═════ RECORDS TO PROCESS

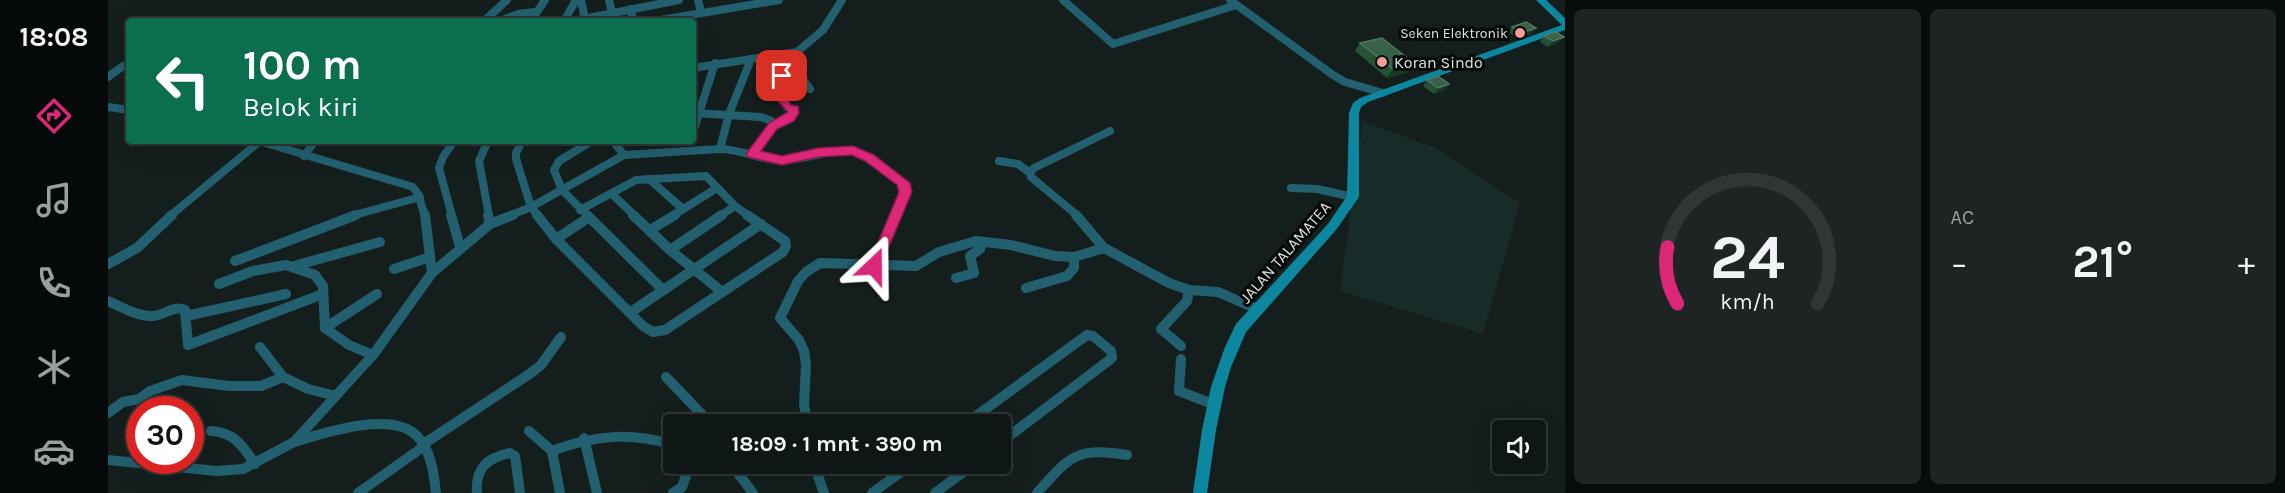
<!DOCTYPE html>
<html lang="id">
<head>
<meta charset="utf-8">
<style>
  body { margin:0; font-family:Karla,sans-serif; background:#1d2423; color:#f1f3f6; height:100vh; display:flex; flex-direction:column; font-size:22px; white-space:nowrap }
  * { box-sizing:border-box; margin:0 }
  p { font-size:20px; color:#9b9fa1 }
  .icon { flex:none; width:33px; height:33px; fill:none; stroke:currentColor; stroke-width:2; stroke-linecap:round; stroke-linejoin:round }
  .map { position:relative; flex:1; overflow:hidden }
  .details { display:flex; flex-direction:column; gap:9px; padding:9px; background:#080d0c; width:720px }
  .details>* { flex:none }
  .guide { position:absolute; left:18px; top:18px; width:570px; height:126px; border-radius:6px; box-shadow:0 6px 24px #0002,0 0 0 2px #2f3635; background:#0b6e4f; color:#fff; overflow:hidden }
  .buttons { position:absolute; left:1384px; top:420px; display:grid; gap:12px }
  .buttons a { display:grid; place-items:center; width:54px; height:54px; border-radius:6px; background:#0f1716; box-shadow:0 6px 24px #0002,0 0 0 2px #2f3635; font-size:30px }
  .speed { position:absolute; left:18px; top:396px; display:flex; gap:12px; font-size:30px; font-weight:700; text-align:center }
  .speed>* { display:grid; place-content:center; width:78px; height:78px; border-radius:50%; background:#0f1716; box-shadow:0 6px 24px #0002,0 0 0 2px #2f3635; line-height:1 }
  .speed .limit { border:9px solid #d22; background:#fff; color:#111 }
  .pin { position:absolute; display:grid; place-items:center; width:51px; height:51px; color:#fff; margin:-26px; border-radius:12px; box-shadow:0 3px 9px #0006 }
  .me { position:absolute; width:66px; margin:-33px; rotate:23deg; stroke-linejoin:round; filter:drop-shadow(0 0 4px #0008) }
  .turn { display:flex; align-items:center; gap:21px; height:126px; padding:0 18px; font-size:27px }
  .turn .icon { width:78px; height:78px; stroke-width:2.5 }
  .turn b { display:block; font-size:42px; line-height:51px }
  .big { font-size:45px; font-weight:700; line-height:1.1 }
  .details .card { flex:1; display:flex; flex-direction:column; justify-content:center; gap:9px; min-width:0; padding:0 21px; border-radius:9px; background:#1d2423 }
  .details .dial { align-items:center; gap:0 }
  .dial svg { height:156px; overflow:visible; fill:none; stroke:#2f3635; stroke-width:7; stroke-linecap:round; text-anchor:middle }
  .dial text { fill:#f1f3f6; stroke:none }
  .heat { display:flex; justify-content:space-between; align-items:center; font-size:33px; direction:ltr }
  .details .tiles { flex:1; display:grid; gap:9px; grid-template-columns:repeat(2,1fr) }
  .trip { position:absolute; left:555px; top:414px; width:348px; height:60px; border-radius:6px; background:#0f1716; box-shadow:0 6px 24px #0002,0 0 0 2px #2f3635; font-weight:700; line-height:60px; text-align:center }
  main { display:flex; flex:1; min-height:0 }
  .tab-bar { display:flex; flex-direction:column; width:108px; justify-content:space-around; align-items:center; background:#060909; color:#9b9fa1 }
  .tab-bar .icon { width:42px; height:42px }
  .tab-bar .current { color:#db2777 }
  .tab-bar b { font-size:27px; color:#f1f3f6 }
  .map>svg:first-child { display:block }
  .built { fill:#172b28 }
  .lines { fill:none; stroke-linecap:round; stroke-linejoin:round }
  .street-far1 { stroke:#23606f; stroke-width:8 }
  .street { stroke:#23606f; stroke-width:10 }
  .secondary { fill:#0c879f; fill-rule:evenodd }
  .wall { fill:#245235 }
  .shaded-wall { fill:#153724 }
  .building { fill:#386248; stroke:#527660; stroke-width:1.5 }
  .route { fill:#db2777; stroke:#8e194d; stroke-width:1.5 }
  .poi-dot { fill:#f59c96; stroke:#040807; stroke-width:2 }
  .labels { text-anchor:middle; stroke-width:6; stroke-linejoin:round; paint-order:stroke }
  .far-poi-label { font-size:14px; fill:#dde4e2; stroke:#040807; text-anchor:end }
  .poi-label { font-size:16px; fill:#dde4e2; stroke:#040807; text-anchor:start }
  .street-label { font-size:16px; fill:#dde4e2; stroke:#040807 }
</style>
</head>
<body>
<main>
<nav class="tab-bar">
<b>18:08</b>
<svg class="icon current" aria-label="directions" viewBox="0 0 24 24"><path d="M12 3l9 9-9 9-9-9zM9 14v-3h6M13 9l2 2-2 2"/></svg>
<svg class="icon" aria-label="music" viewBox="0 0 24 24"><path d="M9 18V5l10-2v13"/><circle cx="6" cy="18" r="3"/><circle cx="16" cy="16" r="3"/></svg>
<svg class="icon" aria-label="phone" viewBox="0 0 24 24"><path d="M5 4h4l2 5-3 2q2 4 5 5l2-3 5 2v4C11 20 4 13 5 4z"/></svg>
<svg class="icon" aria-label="climate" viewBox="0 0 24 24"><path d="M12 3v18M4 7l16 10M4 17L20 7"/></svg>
<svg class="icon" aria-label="car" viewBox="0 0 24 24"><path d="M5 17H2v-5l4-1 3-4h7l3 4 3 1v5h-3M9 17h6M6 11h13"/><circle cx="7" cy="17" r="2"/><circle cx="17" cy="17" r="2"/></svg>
</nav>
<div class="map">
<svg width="1457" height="493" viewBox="0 0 1457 493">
  <rect width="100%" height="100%" fill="#141f1d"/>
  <polygon class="built" points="1255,121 1327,148 1412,203 1375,334 1232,291"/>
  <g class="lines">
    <g class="street-far1">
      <polyline points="473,0 477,19"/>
      <polyline points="501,0 504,13"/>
      <polyline points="590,0 593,12"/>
      <polyline points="955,0 1005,44 1128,5"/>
      <polyline points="1122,0 1225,75 1237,82 1275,93"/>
      <polyline points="522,9 526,21"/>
      <polyline points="376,21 399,0"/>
      <polyline points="392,21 410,14 427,12"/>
      <polyline points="423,21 437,0"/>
      <polyline points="456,21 468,0"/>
      <polyline points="465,21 571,0"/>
      <polyline points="547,21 671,0"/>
      <polyline points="682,61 702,89"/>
      <polyline points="585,68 689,52 715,30 734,0"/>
      <polyline points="0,77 15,66"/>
      <polyline points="0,107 21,110"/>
      <polyline points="585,113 653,117 664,121 665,126 644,154"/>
      <path d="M665,126C674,122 683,119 686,109L679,107L673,98L675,89L671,71L685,64"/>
      <polyline points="585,132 607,63"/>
      <polyline points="151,141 305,187 310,194 317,216"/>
      <polyline points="380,141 371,161 381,216"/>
      <polyline points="414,141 408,153 408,159 423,207 430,216"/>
      <polyline points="505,141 516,155"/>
      <polyline points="612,149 621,114 643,59"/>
      <polyline points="196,156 207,141"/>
      <polyline points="891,161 910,164 922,173"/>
      <polyline points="541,179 575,209"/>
      <polyline points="1183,188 1209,189 1245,197"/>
      <polyline points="504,194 527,216"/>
      <polyline points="472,210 528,180 598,176 627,206 641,216"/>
      <polyline points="62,216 152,141"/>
      <polyline points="243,216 312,197"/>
      <polyline points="344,216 331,168 335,157 346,141"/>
      <path d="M401,216L423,207L516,155L612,149C633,149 655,161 675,160C720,158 733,136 775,168C784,175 794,180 798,190L787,216"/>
      <polyline points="480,216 454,190 446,170 451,161 484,141"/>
      <polyline points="564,216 609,188"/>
      <polyline points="612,216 627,206"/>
      <polyline points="970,216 923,177 922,173 926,168 1002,131"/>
    </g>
    <g class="street">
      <polyline points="317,215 324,273"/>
      <polyline points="343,215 352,247"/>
      <polyline points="380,215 382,224"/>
      <polyline points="429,215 448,239 535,326 545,332 557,330 675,252 678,246 677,241 639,215"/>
      <polyline points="479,215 554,289"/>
      <polyline points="525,215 562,250 613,291"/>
      <polyline points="968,215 996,248"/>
      <polyline points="542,230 567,215"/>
      <polyline points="448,239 480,218"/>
      <polyline points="562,250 614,215"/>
      <polyline points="127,261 248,215"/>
      <polyline points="0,264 29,248 64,215"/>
      <polyline points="186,266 272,242"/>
      <polyline points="766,266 788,215"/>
      <polyline points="286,269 322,257"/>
      <polyline points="848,278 866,273 862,256 872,249 873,242"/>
      <polyline points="111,284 145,271 178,265 207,275 215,286 217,328"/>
      <polyline points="918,288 959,276 966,268 966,257"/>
      <path d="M0,301C14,307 30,317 45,316C58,315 64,305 77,310L80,345L215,294"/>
      <polyline points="523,312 653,224"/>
      <polyline points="78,316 178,294"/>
      <polyline points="1073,346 1053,329 1079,301 1081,290"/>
      <polyline points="152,347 175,377"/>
      <polyline points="265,355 241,345 217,328 269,294"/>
      <polyline points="1073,359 1071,391 1107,405"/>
      <polyline points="558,377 603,424"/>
      <polyline points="0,413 15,402 31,399 42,391 74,380 121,386 153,386 175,377 200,389 228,396"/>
      <polyline points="699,424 696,404 698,365 696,351 691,340 672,318 690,281 698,272 712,263 808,266 831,252 868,241 903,245 947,256 966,257 996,248 1061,283 1081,290 1110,292 1149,309"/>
      <polyline points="857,424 979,335 985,336 1003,351 1004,358 892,443"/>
      <path d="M103,431C126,432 135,446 147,464"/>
      <path d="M421,431L444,451C486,435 522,432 566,445"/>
      <polyline points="476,438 489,493"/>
      <path d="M186,442C216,433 284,410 309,436C323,450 326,474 328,493"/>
      <polyline points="314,445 423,373 433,365 453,337"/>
      <polyline points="444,451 452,493"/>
      <polyline points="0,460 109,471 135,469 186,442 265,355 324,273 382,224 405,215"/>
      <polyline points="616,464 626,468 645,493"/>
      <polyline points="706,464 716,493"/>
      <polyline points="250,493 315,447"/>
      <path d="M369,493C367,468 379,458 402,453L407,456L412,493"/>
      <polyline points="565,493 574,487 582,464"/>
      <polyline points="764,493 804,464"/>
      <polyline points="827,493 866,464"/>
      <path d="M929,493C962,456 968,447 1019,455"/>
    </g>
    <polygon class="secondary" points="1428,0 1438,0 1457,18 1457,30 1260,102 1253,107 1251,113 1251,197 1228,230 1138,332 1123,367 1117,387 1108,430 1099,493 1085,493 1094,430 1103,387 1117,347 1128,324 1220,224 1239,196 1241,113 1245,103 1252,98 1454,25"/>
  </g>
  <g class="wall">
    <polygon points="1404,27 1423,34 1410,39 1400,32"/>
    <polygon points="1436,36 1451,42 1440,47 1432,42"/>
    <polygon points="1252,43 1307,64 1301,72 1279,78 1247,51"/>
    <polygon points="1319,80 1341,84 1337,90 1326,94 1315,86"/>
  </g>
  <g class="shaded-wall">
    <polygon points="1428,28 1423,34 1410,39 1414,33"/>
    <polygon points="1456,37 1451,42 1440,47 1445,41"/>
    <polygon points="1307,64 1301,72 1279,78 1285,69"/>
    <polygon points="1341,84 1337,90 1326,94 1330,88"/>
  </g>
  <g class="building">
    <polygon points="1418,22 1428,28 1414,33 1404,27"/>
    <polygon points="1448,32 1456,37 1445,41 1436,36"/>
    <polygon points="1274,38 1307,64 1285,69 1252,43"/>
    <polygon points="1330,76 1341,84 1330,88 1319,80"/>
  </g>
  <polygon class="route" points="674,73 679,76 681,89 679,98 683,105 690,106 691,113 686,121 669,129 653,151 674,156 710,148 745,146 766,155 802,183 804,192 771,270 762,270 760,266 791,192 789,185 757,161 744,155 710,157 674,165 640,157 638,154 661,123 680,112 667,98 670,89 668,76"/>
  <g class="poi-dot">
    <circle cx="1412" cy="33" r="6"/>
    <circle cx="1274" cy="62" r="6"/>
  </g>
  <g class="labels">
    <g class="far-poi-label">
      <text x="1400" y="38">Seken Elektronik</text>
    </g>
    <g class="poi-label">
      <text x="1286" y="68">Koran Sindo</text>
    </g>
    <g class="street-label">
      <text transform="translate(1177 252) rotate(-49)" y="6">JALAN TALAMATEA</text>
    </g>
  </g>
</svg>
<div class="buttons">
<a><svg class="icon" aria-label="sound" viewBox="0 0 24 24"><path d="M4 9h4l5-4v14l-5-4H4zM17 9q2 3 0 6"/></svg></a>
</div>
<div class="speed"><div class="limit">30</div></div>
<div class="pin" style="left:674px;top:76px;background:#d93025"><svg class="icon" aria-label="arrive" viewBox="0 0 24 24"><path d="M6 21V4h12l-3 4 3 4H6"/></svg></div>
<svg class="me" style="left:766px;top:266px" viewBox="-20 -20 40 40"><path d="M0-17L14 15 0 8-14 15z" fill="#db2777" stroke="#fff" stroke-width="4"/></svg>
<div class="trip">18:09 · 1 mnt · 390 m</div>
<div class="guide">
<div class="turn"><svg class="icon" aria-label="left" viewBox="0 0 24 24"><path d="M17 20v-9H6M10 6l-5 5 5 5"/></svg><div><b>100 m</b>Belok kiri</div></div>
</div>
</div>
<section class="details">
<div class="tiles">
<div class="card dial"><svg viewBox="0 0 100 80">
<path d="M14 69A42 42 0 1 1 86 69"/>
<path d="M14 69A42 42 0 0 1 9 40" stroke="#db2777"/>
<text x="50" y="56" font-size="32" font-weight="700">24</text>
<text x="50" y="72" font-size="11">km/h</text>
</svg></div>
<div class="card"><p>AC</p>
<div class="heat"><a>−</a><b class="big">21°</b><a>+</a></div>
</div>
</div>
</section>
</main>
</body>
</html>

══════════

### [ACTIVITY]
Copy out, word for word, the part of the entries above that begins at the line with "display:grid; place-items:center; width:54px;" and ends at the line with "position:absolute; width:66px; margin:-33px;", including both.

### [PROBLEM SOLUTION]
  .buttons a { display:grid; place-items:center; width:54px; height:54px; border-radius:6px; background:#0f1716; box-shadow:0 6px 24px #0002,0 0 0 2px #2f3635; font-size:30px }
  .speed { position:absolute; left:18px; top:396px; display:flex; gap:12px; font-size:30px; font-weight:700; text-align:center }
  .speed>* { display:grid; place-content:center; width:78px; height:78px; border-radius:50%; background:#0f1716; box-shadow:0 6px 24px #0002,0 0 0 2px #2f3635; line-height:1 }
  .speed .limit { border:9px solid #d22; background:#fff; color:#111 }
  .pin { position:absolute; display:grid; place-items:center; width:51px; height:51px; color:#fff; margin:-26px; border-radius:12px; box-shadow:0 3px 9px #0006 }
  .me { position:absolute; width:66px; margin:-33px; rotate:23deg; stroke-linejoin:round; filter:drop-shadow(0 0 4px #0008) }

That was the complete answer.